▸ Work task
The answer must be every line from the listing that holds the string "grid".

▼

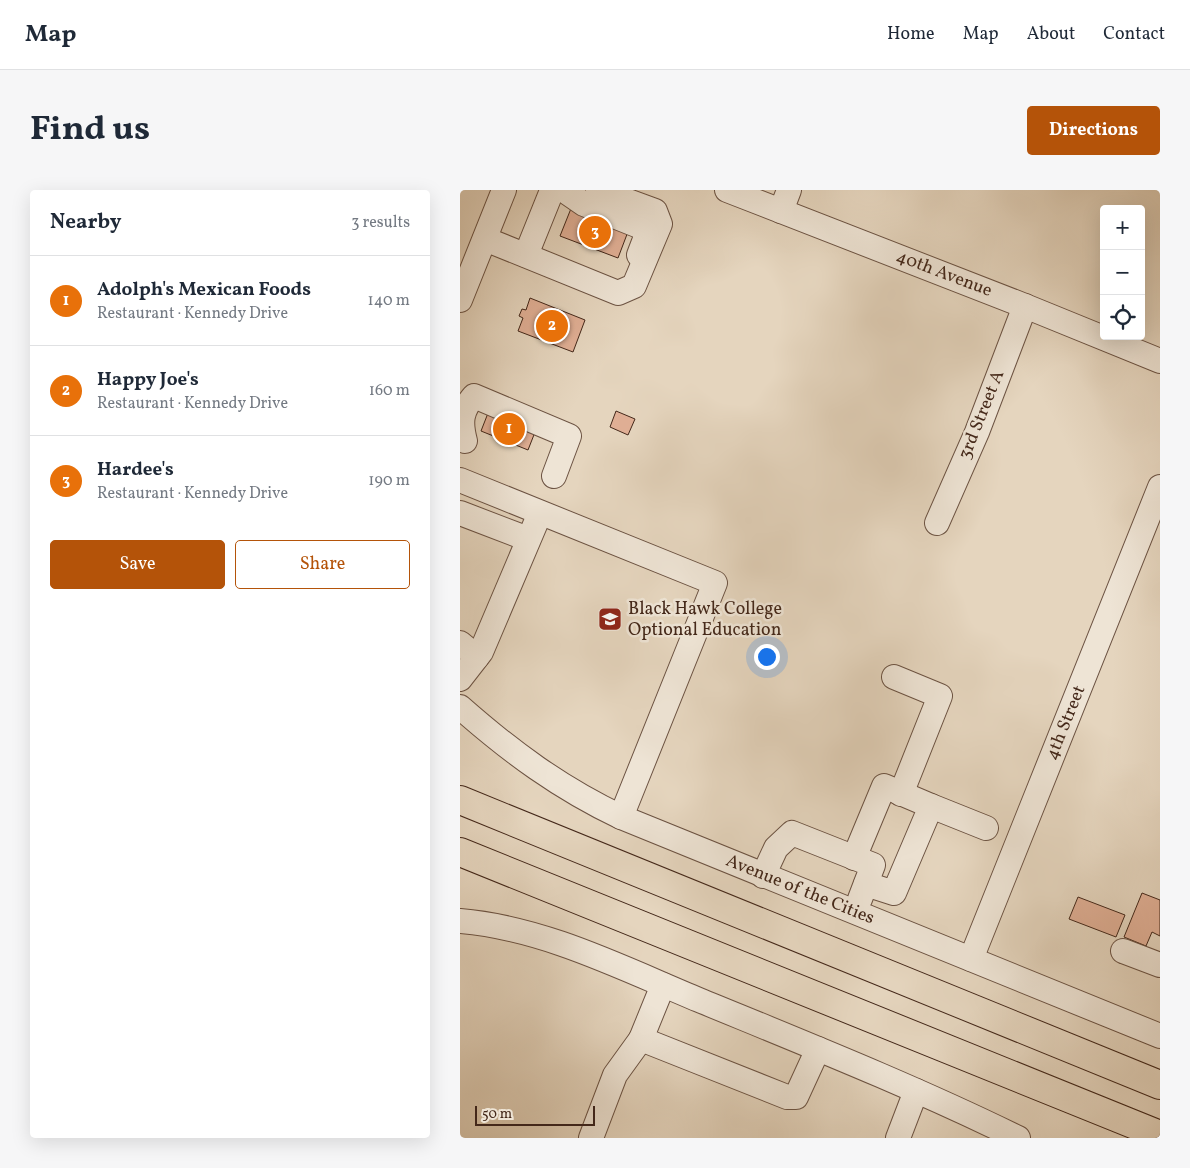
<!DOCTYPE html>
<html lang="en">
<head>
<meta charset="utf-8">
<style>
  :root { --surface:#fff; --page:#f6f6f7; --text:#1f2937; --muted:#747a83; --line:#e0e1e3; --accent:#b45309 }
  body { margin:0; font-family:Vollkorn,serif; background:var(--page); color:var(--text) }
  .controls { position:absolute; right:15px; top:15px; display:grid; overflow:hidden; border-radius:5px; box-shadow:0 5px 20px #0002 }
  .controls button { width:45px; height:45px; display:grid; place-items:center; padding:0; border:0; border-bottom:1px solid var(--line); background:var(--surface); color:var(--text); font:25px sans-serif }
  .scale { position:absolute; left:15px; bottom:12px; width:120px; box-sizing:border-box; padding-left:5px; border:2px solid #44281a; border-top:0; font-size:14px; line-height:18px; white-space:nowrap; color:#44281a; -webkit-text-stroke:4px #eee4d5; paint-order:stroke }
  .you { position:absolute; left:306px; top:466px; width:18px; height:18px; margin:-12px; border:4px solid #fff; border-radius:50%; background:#1a73e8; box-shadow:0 0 0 8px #1a73e833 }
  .badge { display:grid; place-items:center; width:32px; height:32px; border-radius:50%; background:var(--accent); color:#fff; font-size:16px; font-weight:700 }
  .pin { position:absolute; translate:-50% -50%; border:2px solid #fff; box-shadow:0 1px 5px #0006 }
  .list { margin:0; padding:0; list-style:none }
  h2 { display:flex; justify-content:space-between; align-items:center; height:65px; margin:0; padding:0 20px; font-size:21px }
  h2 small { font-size:16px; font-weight:400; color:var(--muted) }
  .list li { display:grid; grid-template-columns:32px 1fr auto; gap:15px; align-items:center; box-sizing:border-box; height:90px; padding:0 20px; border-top:1px solid var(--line) }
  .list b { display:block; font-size:19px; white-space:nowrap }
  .list p { margin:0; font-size:16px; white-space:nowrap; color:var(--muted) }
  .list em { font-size:16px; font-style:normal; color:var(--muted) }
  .actions { display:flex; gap:10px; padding:15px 20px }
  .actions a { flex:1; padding:11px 0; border:1px solid var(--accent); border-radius:5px; text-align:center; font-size:18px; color:var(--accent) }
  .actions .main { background:var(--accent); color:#fff }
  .icon { flex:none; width:28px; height:28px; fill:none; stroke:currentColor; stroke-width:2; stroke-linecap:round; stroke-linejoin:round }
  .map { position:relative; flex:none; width:700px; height:948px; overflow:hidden; border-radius:5px }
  header { display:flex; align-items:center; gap:30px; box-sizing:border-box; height:70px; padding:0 25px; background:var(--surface); border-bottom:1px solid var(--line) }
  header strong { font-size:24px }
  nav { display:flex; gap:28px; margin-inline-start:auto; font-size:18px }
  .intro { display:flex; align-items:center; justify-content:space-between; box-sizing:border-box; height:120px; padding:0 30px }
  h1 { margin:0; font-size:35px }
  .button { padding:12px 22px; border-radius:5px; background:var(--accent); color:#fff; font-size:18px; font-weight:700 }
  main { display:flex; gap:30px; padding:0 30px }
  aside { flex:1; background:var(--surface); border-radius:5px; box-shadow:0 5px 20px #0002 }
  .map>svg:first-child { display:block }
  .building { fill:#e0af95; stroke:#44281a }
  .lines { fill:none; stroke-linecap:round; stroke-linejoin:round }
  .minor-casing { stroke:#6c5343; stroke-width:26 }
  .major-casing { stroke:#44281a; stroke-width:30 }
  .minor { stroke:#eee4d5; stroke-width:24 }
  .major { stroke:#e5d5be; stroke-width:28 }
  .labels { text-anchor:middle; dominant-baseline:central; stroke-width:5; stroke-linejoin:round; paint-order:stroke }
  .street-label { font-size:18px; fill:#44281a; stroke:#eee4d5 }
  .poi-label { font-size:18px; fill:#44281a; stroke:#eee4d5; text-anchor:start }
</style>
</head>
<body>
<header>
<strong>Map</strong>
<nav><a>Home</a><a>Map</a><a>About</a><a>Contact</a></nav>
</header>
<div class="intro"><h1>Find us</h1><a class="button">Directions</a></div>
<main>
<aside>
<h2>Nearby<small>3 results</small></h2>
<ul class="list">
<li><span class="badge" style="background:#e8710a">1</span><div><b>Adolph's Mexican Foods</b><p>Restaurant · Kennedy Drive</p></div><em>140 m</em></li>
<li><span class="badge" style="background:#e8710a">2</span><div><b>Happy Joe's</b><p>Restaurant · Kennedy Drive</p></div><em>160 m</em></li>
<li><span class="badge" style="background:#e8710a">3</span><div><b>Hardee's</b><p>Restaurant · Kennedy Drive</p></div><em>190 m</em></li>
</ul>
<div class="actions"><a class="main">Save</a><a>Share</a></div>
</aside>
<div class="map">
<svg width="700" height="948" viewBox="0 0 700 948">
  <rect width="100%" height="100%" fill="#e5d5be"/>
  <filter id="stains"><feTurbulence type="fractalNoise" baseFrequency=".004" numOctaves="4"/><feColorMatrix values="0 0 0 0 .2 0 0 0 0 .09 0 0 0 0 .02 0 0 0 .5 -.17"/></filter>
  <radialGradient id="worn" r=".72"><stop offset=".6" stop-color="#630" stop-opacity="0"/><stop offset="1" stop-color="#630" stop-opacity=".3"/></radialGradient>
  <g class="building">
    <path d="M112,16L169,39L158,68L100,46Z"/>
    <path d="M70,108L125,130L113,162L58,141L63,128L59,126L62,119L66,120Z"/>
    <path d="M30,218L77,237L68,260L21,241Z"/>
    <path d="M156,221L175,229L168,245L150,237Z"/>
    <path d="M682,703L700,710V746L692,742L686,756L664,747Z"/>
    <path d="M618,707L665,725L656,747L609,729Z"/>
  </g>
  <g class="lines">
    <g class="minor-casing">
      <g id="minor">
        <path d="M267,0L565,116L700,171"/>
        <path d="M108,3L124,14L184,38L187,44L179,65"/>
        <path d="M321,21L329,0"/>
        <path d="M25,49L158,103L174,96L200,34L195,21L138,0"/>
        <path d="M66,65L91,3"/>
        <path d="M0,110L44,0"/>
        <path d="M5,251C0,232 1,221 14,206L109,246L94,286"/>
        <path d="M0,290L255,393L161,627"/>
        <path d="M0,323L68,349"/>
        <path d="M477,333L517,242L565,116"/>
        <path d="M0,453L17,467"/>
        <path d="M434,487L480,506L441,604"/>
        <path d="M0,489L21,462L80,323"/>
        <path d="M0,517C51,562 100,598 161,627L700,846"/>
        <path d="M471,616L526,638"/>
        <path d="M394,668L424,596L471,616L434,703L406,694"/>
        <path d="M303,686L316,658L332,643L413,675L400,709"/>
        <path d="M0,731C84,738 162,778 239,810C346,854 454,897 558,948"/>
        <path d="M663,761L700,775"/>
        <path d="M511,769L700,297"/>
        <path d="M203,795L181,849L327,907H336L358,859"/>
        <path d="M131,948L155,885L181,849"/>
        <path d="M438,948L456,901"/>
      </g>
    </g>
    <g class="major-casing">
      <g id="major">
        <path d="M0,610L700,895"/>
        <path d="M0,662L700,945"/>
      </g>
    </g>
    <use href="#minor" class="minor"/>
    <use href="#major" class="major"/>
  </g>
  <defs>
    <g id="school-square" transform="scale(1.25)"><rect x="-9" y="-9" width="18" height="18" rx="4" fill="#8f2418" stroke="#eee4d5"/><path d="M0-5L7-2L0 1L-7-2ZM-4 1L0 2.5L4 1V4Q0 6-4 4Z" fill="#fff"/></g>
  </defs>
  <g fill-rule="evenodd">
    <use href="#school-square" x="150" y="429"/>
  </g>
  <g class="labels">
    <g class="street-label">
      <text transform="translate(484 84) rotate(21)">40th Avenue</text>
      <text transform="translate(522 225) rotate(-68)">3rd Street A</text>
      <text transform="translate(606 533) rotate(-68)">4th Street</text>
      <text transform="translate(340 700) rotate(22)">Avenue of the Cities</text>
    </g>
    <g class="poi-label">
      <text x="168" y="419">Black Hawk College<tspan x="168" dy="21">Optional Education</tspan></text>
    </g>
  </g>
  <rect width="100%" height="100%" filter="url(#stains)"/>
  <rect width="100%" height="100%" fill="url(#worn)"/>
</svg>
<div class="controls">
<button>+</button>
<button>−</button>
<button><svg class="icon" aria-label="locate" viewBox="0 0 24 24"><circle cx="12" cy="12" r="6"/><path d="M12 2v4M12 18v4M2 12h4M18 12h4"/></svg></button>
</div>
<div class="scale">50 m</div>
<div class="you"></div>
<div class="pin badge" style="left:49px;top:239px;background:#e8710a">1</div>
<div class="pin badge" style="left:92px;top:136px;background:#e8710a">2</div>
<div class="pin badge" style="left:135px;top:42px;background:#e8710a">3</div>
</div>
</main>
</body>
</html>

▲

▸ Worked solution
  .controls { position:absolute; right:15px; top:15px; display:grid; overflow:hidden; border-radius:5px; box-shadow:0 5px 20px #0002 }
  .controls button { width:45px; height:45px; display:grid; place-items:center; padding:0; border:0; border-bottom:1px solid var(--line); background:var(--surface); color:var(--text); font:25px sans-serif }
  .badge { display:grid; place-items:center; width:32px; height:32px; border-radius:50%; background:var(--accent); color:#fff; font-size:16px; font-weight:700 }
  .list li { display:grid; grid-template-columns:32px 1fr auto; gap:15px; align-items:center; box-sizing:border-box; height:90px; padding:0 20px; border-top:1px solid var(--line) }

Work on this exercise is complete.